2024-03-11 15:58:23

by Borislav Petkov

[permalink] [raw]
Subject: [GIT PULL] EDAC updates for v6.9

Hi Linus,

please pull EDAC updates for 6.9.

Due to the topology changes from tip, a oneliner is needed to be applied
as part of the merge commit:

diff --git a/drivers/ras/amd/atl/umc.c b/drivers/ras/amd/atl/umc.c
index 08c6dbd44c62..59b6169093f7 100644
--- a/drivers/ras/amd/atl/umc.c
+++ b/drivers/ras/amd/atl/umc.c
@@ -315,7 +315,7 @@ static u8 get_die_id(struct atl_err *err)
* For CPUs, this is the AMD Node ID modulo the number
* of AMD Nodes per socket.
*/
- return topology_die_id(err->cpu) % amd_get_nodes_per_socket();
+ return topology_amd_node_id(err->cpu) % topology_amd_nodes_per_pkg();
}

#define UMC_CHANNEL_NUM GENMASK(31, 20)
---

Linux-next did test with a similar diff carried on forwards:

https://lore.kernel.org/r/[email protected]

but we very recently realized that
s/topology_die_id/topology_amd_node_id/ needs to happen too.

That's not a big deal, though, as these are all new drivers for new
hardware which pretty much no one has yet so there's no risk of breaking
any existing machines out there.

Thx.

---

The following changes since commit 6613476e225e090cc9aad49be7fa504e290dd33d:

Linux 6.8-rc1 (2024-01-21 14:11:32 -0800)

are available in the Git repository at:

git://git.kernel.org/pub/scm/linux/kernel/git/ras/ras.git tags/edac_updates_for_v6.9

for you to fetch changes up to af65545a0f82d7336f62e34f69d3c644806f5f95:

Merge remote-tracking branches 'ras/edac-drivers', 'ras/edac-misc' and 'ras/edac-amd-atl' into edac-updates-for-v6.9 (2024-03-11 16:24:20 +0100)

----------------------------------------------------------------
- Add a FRU (Field Replaceable Unit) memory poison manager which
collects and manages previously encountered hw errors in order to
save them to persistent storage across reboots.
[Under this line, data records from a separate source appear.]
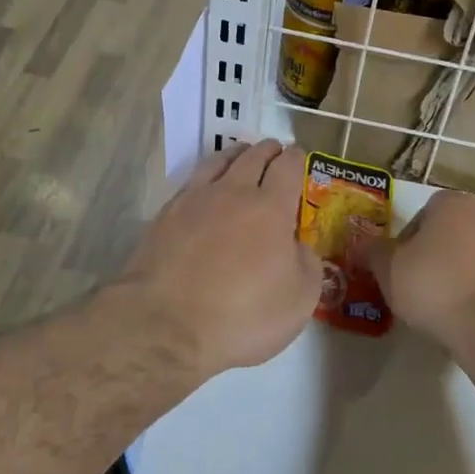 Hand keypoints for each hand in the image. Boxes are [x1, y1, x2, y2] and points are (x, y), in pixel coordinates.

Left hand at [119, 141, 319, 378]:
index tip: (298, 155)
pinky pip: (192, 180)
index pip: (287, 167)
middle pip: (253, 156)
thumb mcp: (299, 299)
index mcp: (271, 207)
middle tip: (274, 150)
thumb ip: (307, 264)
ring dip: (236, 154)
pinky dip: (207, 174)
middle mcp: (234, 192)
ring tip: (241, 155)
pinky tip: (206, 186)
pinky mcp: (167, 214)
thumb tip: (297, 246)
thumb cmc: (243, 314)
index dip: (295, 157)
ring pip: (219, 161)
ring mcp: (196, 199)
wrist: (167, 323)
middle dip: (268, 150)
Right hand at [356, 190, 474, 355]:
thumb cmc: (435, 287)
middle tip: (417, 286)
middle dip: (435, 255)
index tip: (400, 268)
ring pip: (474, 256)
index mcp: (454, 203)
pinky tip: (467, 317)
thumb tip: (359, 244)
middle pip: (450, 233)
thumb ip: (371, 251)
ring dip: (459, 274)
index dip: (407, 242)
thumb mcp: (388, 269)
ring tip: (443, 307)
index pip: (423, 214) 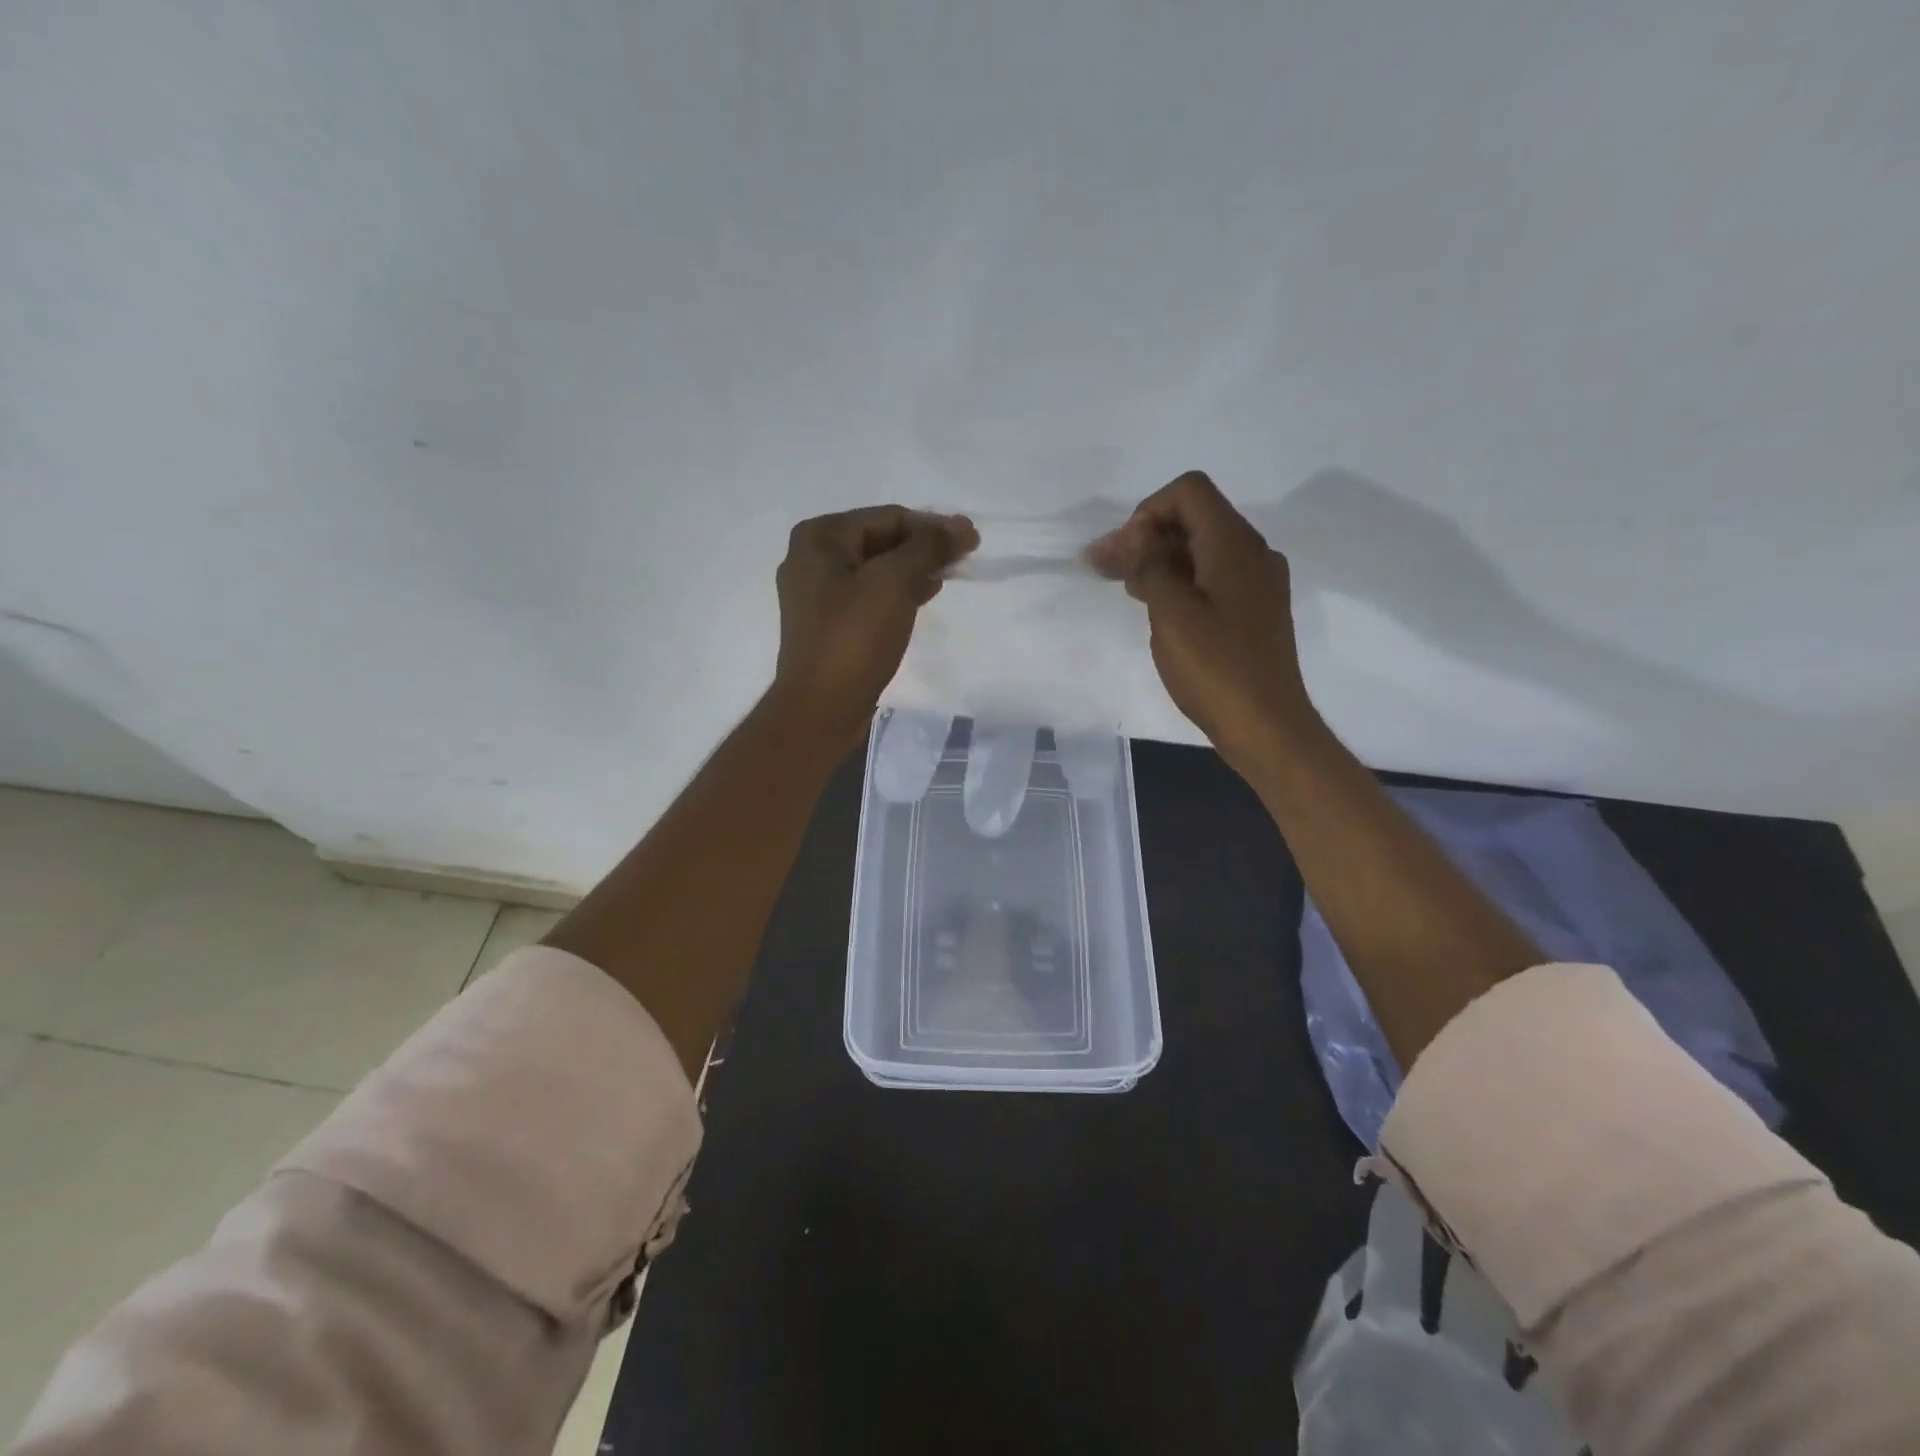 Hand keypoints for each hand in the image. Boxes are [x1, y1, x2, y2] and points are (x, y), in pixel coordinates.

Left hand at [771, 505, 978, 747]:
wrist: (821, 708)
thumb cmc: (854, 639)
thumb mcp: (894, 583)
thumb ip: (928, 548)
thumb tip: (961, 526)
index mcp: (819, 538)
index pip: (888, 517)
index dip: (932, 525)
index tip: (971, 538)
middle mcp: (812, 558)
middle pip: (880, 540)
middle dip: (923, 546)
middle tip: (964, 556)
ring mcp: (817, 593)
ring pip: (877, 569)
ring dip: (914, 568)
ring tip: (950, 574)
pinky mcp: (829, 623)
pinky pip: (869, 594)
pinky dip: (898, 591)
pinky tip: (925, 595)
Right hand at [1088, 471, 1316, 768]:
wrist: (1265, 725)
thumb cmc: (1215, 668)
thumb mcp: (1171, 612)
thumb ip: (1150, 565)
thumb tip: (1137, 538)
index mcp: (1234, 544)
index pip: (1189, 492)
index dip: (1147, 512)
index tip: (1126, 553)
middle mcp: (1252, 553)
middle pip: (1194, 519)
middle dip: (1146, 537)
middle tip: (1105, 568)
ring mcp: (1257, 583)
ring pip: (1201, 550)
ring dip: (1160, 560)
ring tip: (1124, 586)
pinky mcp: (1254, 611)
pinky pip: (1212, 578)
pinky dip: (1180, 581)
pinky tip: (1156, 607) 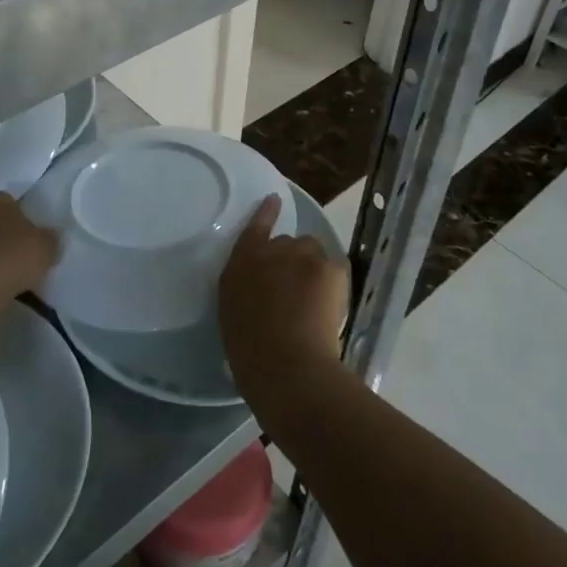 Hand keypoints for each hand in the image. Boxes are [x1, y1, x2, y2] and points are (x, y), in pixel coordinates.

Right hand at [217, 194, 349, 428]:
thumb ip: (245, 288)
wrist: (288, 365)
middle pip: (287, 243)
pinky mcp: (331, 267)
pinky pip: (334, 267)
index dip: (265, 213)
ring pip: (313, 252)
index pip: (254, 228)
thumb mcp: (232, 313)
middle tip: (294, 292)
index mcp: (241, 264)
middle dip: (291, 261)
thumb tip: (261, 286)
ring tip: (314, 299)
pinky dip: (332, 282)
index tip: (274, 200)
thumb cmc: (250, 350)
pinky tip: (329, 305)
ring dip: (313, 267)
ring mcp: (303, 255)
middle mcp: (271, 251) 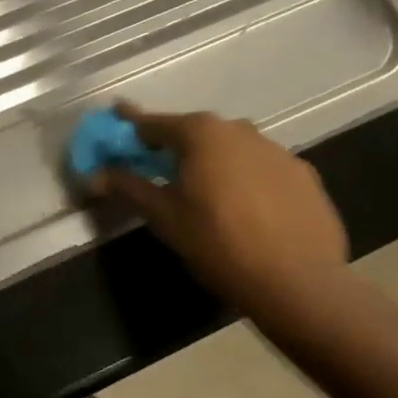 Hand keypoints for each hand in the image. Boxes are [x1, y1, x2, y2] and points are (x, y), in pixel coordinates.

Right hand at [90, 104, 347, 309]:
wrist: (298, 283)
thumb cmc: (218, 244)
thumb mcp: (165, 217)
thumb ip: (128, 187)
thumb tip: (93, 175)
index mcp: (201, 133)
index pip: (154, 123)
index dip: (130, 123)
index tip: (116, 114)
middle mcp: (239, 129)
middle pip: (195, 133)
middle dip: (174, 146)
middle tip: (159, 168)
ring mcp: (277, 150)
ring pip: (232, 149)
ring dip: (214, 162)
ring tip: (207, 194)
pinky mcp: (304, 174)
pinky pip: (262, 169)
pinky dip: (247, 180)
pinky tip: (247, 210) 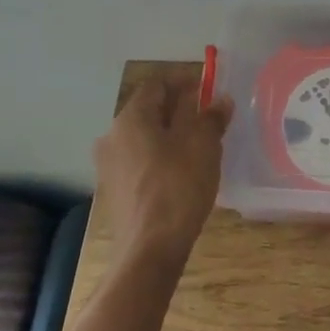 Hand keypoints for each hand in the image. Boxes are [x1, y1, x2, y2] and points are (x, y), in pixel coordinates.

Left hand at [93, 72, 232, 264]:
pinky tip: (181, 172)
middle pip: (148, 111)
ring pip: (143, 138)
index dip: (184, 82)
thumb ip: (211, 117)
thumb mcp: (204, 146)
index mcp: (131, 118)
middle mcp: (112, 135)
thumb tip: (220, 100)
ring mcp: (108, 165)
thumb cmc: (178, 186)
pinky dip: (160, 158)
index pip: (156, 85)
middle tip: (208, 118)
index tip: (208, 90)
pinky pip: (139, 162)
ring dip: (169, 135)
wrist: (150, 248)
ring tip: (199, 146)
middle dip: (178, 110)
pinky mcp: (114, 190)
Previously recorded
errors are "replayed" upon reboot in order to poison memory which has
caused said errors in the past.

The main use case is stacked, on-chip memory which cannot simply be
replaced so poisoning faulty areas of it and thus making them
inaccessible is the only strategy to prolong its lifetime.

- Add an AMD address translation library glue which converts the
reported addresses of hw errors into system physical addresses in
order to be used by other subsystems like memory failure, for
example. Add support for MI300 accelerators to that library.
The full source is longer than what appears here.